Domenica 14 agosto – Fiore

629x285 film fiore

Regia Claudio Giovannesi

Sceneggiatura Claudio Giovannesi, Filippo Gravino, Antonella Lattanzi

con
Daphne Scoccia, Valerio Mastandrea, Josciua Algeri, Laura Vasiliu

Fotografia Daniele Ciprì
Montaggio Giuseppe Trepiccione
Scenografia Daniele Frabetti
Costumi Olivia Bellini
Musica Claudio Giovannesi, Andrea Moscianese
Suono Angelo Bonanni

Durata 110’
Distribuzione BIM

– Ospiti della serata: Claudio Giovannesi e/o attori del cast

fiore locandinaDaphne è una piccola ladruncola. Scappando dopo aver rubato un cellulare, viene presa dalla polizia e finisce in un carcere minorile. Il padre non riesce a tirarla fuori di lì, perché ha un passato difficile anche lui e non le può garantire una vita migliore. Daphne resta quindi in carcere, ma qui inizia una storia d’amore clandestina con un ragazzo del reparto maschile, coetaneo, anche lui dentro per gli stessi suoi motivi.

 

 

 

 

 

 

 

 

Fiore, il nuovo film di Claudio Giovannesi, è sopra ogni cosa una dichiarazione d’amore davanti alla cui trasparente sincerità lo spettatore non sa (non può e non vuole) resistere. L’amore del regista per la sua protagonista, Daphne, ragazzina rinchiusa in un carcere minorile per rapina, e contemporaneamente l’amore (che esonda da ogni inquadratura) dello stesso Giovannesi per la straordinaria attrice che la interpreta, Daphne Scoccia. Ed è una dichiarazione d’amore che dura il tempo del film, dalla prima scena all’ultima: un abbraccio prolungato, una carezza di quelle che a Daphne non sono concesse da sveglia e che sogna di ricevere di notte. Fin dalla prima sequenza, che mostra la ragazza puntare un coltello alla gola di una sua coetanea per rubarle il cellulare, è già chiaro come Giovannesi pedinerà la sua protagonista affidandosi al suo sguardo (e affidando a lei il proprio). Perché l’autore sa che quello della giovanissima attrice – carisma di un’Asia Argento a inizio carriera e una bellezza dalle parti di Irène Jacob e Kristen Stewart – è uno sguardo in grado di sostenere l’ampio ventaglio di emozioni che lui intende veicolare: rabbia, orgoglio, amore, disillusione, speranza.
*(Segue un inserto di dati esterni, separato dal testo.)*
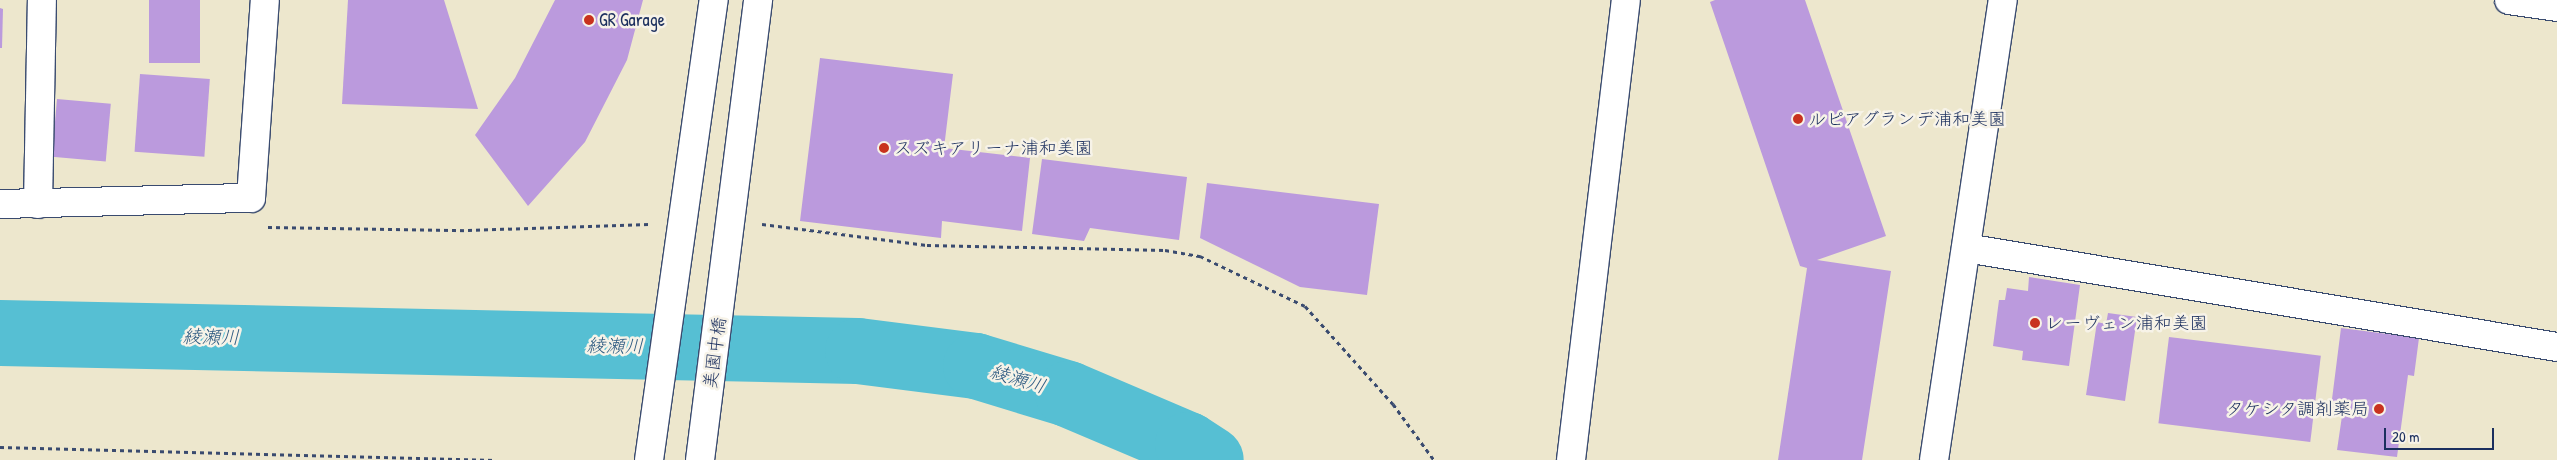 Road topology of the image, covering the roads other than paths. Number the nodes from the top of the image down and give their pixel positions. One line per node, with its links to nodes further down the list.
1 (42, 0): 10 (street)
2 (266, 0): 10 (street)
3 (714, 0): 13 (street)
4 (758, 0): 14 (street, 美園中橋)
5 (1626, 0): 15 (street)
6 (2003, 0): 11 (street)
7 (2509, 0): 8 (street)
8 (2557, 7)
9 (0, 204): 10 (street)
10 (38, 204)
11 (1966, 248): 12 (street); 16 (street)
12 (2557, 347)
13 (650, 457)
14 (700, 460)
15 (1571, 460)
16 (1934, 460)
Che poi sono tutti i sentimenti attraverso i quali passa Daphne nel corso del film: la rabbia di chi è relegata ai margini della società, senza una madre (di cui non sapremo mai nulla) e con un padre appena uscito di galera (un Mastandrea a cui bastano venti minuti in scena per riconfermarsi come il migliore attore italiano della sua generazione) e che rifiuta la responsabilità di prenderla con sé in affidamento; l’orgoglio di chi lotta per preservare la propria dignità nonostante tutto e tutti; l’amore per un detenuto suo coetaneo, Josh, che sembra schiuderle un futuro su cui non pensava di poter contare; la disillusione che segue la notizia del trasferimento di Josh in un altro istituto di pena; la speranza, infine, di una (impossibile) fuga finale.